> _Data provided_
= = = =

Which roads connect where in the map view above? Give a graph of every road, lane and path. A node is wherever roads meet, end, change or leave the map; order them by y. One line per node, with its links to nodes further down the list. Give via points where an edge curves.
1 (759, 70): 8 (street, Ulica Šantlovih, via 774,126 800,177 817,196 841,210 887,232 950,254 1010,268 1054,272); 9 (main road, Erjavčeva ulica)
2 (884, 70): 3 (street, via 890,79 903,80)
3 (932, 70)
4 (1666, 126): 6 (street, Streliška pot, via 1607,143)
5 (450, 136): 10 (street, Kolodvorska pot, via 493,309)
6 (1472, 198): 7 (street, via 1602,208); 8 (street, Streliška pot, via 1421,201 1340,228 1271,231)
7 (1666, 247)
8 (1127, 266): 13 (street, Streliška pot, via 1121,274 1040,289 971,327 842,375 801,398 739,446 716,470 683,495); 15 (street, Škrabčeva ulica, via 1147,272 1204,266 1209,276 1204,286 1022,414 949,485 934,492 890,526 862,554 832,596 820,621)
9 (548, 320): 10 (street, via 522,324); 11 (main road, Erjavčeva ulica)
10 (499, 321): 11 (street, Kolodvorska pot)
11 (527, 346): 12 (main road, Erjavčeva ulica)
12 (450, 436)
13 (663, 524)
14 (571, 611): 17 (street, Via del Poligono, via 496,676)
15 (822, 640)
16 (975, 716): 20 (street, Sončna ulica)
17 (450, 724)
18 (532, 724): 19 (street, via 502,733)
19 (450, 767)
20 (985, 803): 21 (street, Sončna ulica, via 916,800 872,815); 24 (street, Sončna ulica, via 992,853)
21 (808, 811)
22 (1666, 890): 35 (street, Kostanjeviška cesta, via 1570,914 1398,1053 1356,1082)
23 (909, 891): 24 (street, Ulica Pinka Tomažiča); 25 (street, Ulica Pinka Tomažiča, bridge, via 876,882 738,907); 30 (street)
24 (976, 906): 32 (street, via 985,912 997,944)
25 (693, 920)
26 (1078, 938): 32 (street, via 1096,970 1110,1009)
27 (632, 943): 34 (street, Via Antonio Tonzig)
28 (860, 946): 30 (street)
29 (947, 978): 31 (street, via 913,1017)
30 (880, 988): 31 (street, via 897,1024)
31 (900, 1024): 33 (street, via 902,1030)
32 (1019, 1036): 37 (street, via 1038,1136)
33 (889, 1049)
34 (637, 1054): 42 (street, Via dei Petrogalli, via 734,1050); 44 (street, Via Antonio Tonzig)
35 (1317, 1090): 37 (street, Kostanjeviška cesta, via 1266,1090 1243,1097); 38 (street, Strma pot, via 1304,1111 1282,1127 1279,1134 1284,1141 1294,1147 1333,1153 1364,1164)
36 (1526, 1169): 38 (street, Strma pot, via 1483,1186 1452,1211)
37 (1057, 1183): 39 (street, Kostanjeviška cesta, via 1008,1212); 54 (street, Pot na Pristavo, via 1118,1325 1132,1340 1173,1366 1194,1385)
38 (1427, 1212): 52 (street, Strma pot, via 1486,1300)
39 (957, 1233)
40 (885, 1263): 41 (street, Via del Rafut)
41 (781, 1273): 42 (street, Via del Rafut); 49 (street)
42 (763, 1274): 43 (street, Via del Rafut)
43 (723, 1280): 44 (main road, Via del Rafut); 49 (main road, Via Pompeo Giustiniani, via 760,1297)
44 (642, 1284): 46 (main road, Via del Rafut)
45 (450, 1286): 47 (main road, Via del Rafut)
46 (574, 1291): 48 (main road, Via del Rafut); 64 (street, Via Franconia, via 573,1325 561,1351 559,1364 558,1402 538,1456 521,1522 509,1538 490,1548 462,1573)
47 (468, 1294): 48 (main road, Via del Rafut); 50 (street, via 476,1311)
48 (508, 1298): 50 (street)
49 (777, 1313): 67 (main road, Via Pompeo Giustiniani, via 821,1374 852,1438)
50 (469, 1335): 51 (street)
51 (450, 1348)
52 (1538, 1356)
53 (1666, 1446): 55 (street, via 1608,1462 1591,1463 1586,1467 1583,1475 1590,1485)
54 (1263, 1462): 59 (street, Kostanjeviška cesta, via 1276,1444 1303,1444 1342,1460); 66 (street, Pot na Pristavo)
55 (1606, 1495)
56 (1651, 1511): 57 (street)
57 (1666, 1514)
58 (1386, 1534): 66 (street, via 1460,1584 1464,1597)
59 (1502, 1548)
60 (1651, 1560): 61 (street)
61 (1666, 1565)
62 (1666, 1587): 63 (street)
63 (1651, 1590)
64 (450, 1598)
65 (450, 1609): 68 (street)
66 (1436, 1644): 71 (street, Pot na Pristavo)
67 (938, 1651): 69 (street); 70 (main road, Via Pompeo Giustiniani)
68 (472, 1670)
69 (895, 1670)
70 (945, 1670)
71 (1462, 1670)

= = = =

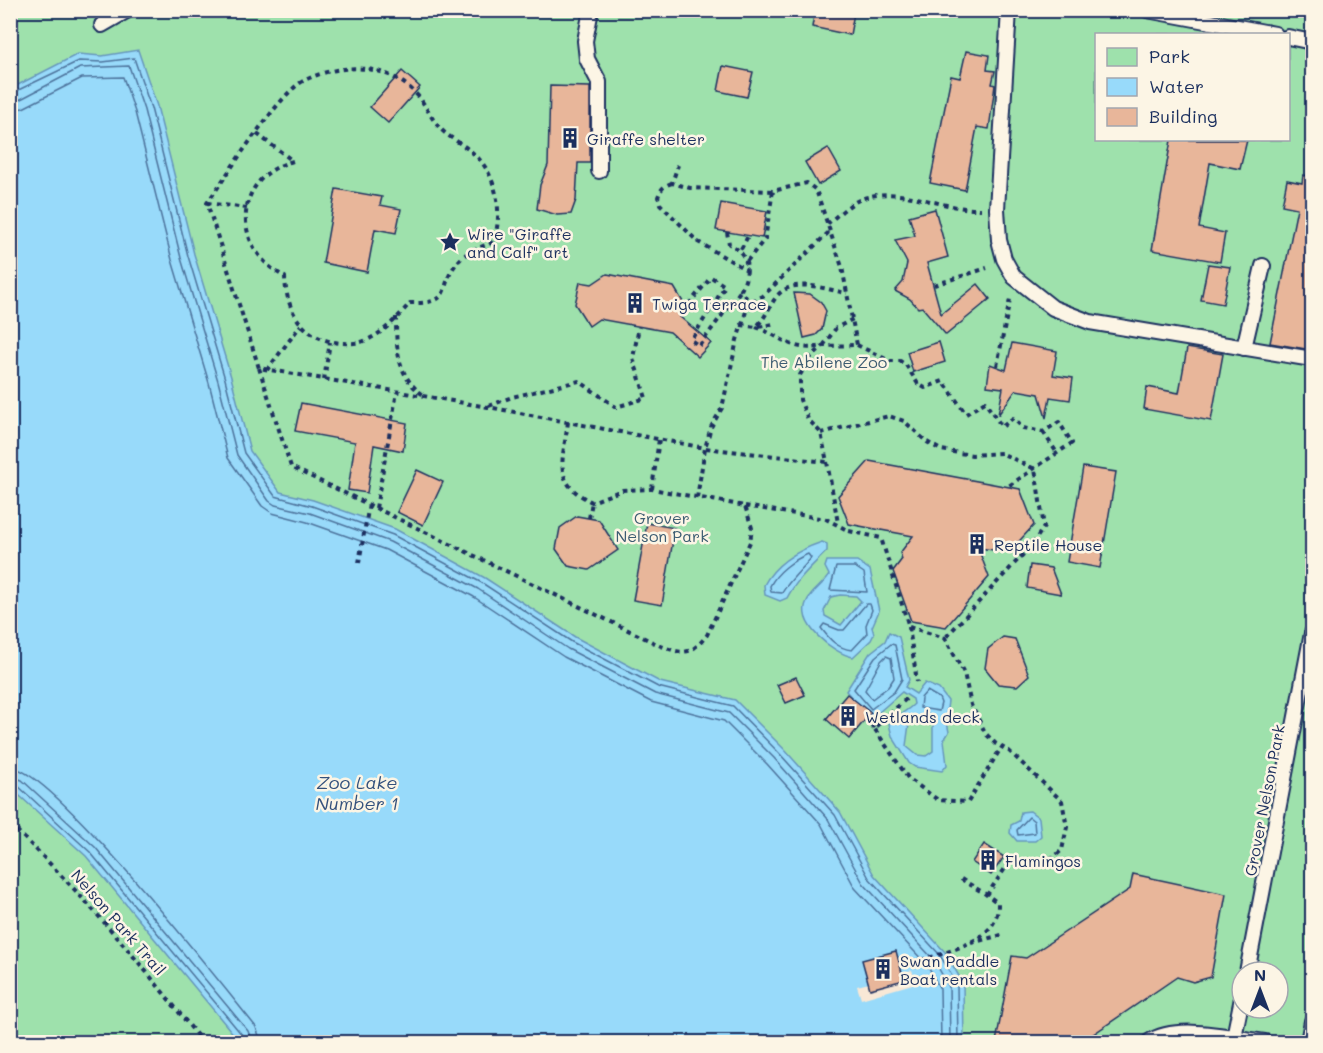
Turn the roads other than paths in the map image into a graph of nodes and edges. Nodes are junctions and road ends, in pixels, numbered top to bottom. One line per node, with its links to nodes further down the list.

= = = =

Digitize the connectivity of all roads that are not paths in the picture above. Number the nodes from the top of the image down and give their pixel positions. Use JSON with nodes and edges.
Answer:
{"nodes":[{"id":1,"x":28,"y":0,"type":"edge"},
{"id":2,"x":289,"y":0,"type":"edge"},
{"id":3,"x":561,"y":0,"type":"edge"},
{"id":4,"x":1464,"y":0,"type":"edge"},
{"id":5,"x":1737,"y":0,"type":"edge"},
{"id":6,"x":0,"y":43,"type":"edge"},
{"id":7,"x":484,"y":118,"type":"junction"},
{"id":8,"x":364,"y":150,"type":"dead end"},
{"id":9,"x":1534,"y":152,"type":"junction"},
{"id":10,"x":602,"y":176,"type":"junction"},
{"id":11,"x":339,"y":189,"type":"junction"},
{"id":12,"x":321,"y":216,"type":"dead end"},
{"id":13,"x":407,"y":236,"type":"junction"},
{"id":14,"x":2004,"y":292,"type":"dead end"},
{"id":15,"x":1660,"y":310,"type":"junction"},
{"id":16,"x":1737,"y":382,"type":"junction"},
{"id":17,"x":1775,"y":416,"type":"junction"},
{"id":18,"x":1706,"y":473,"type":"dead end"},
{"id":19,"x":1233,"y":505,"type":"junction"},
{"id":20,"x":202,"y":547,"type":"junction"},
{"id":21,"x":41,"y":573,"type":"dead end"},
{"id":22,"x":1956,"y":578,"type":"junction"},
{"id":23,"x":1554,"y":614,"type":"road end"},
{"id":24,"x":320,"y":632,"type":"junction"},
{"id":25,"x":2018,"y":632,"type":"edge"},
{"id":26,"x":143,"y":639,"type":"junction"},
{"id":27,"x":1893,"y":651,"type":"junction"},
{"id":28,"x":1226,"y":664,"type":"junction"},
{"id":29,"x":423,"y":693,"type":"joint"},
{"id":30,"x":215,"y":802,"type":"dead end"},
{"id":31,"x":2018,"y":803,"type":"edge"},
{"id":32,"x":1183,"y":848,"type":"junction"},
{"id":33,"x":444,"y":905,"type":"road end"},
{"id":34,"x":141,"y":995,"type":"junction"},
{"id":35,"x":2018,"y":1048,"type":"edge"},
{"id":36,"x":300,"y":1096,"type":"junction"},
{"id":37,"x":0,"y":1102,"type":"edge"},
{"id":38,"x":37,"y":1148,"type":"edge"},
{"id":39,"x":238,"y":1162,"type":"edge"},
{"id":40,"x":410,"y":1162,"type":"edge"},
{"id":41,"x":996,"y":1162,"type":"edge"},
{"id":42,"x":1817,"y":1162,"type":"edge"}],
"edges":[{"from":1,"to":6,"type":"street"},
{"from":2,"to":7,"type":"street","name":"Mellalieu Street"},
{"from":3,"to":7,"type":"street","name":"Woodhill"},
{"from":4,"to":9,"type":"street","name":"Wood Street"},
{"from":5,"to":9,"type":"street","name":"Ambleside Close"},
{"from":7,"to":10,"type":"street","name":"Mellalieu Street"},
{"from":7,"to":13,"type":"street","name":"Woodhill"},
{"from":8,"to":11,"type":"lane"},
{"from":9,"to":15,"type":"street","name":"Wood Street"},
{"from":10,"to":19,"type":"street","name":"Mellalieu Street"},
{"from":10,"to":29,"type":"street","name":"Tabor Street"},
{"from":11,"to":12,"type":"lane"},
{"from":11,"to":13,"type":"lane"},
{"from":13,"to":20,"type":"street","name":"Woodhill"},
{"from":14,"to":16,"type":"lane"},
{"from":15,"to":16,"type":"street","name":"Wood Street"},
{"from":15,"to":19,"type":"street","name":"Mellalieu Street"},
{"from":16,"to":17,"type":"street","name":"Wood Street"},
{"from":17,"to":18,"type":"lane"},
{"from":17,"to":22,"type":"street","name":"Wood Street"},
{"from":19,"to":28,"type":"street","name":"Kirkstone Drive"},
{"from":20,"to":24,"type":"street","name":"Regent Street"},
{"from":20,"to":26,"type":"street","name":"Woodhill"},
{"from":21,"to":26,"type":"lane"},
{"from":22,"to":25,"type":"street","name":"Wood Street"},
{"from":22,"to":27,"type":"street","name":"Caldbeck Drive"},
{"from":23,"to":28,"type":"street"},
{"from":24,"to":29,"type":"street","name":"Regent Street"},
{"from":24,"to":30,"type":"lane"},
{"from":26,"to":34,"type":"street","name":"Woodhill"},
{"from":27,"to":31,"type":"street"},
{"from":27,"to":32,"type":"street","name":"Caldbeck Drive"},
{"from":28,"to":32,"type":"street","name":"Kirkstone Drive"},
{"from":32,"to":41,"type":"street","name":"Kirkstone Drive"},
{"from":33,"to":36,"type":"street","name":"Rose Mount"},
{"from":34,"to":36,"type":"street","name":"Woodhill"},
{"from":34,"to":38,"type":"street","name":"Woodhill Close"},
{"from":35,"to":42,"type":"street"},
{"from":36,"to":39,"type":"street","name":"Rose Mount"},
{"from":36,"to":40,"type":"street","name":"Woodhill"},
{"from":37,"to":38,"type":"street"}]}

= = = =

Work through the data and report how many of its lines hold the word "image", giving only the figure.

2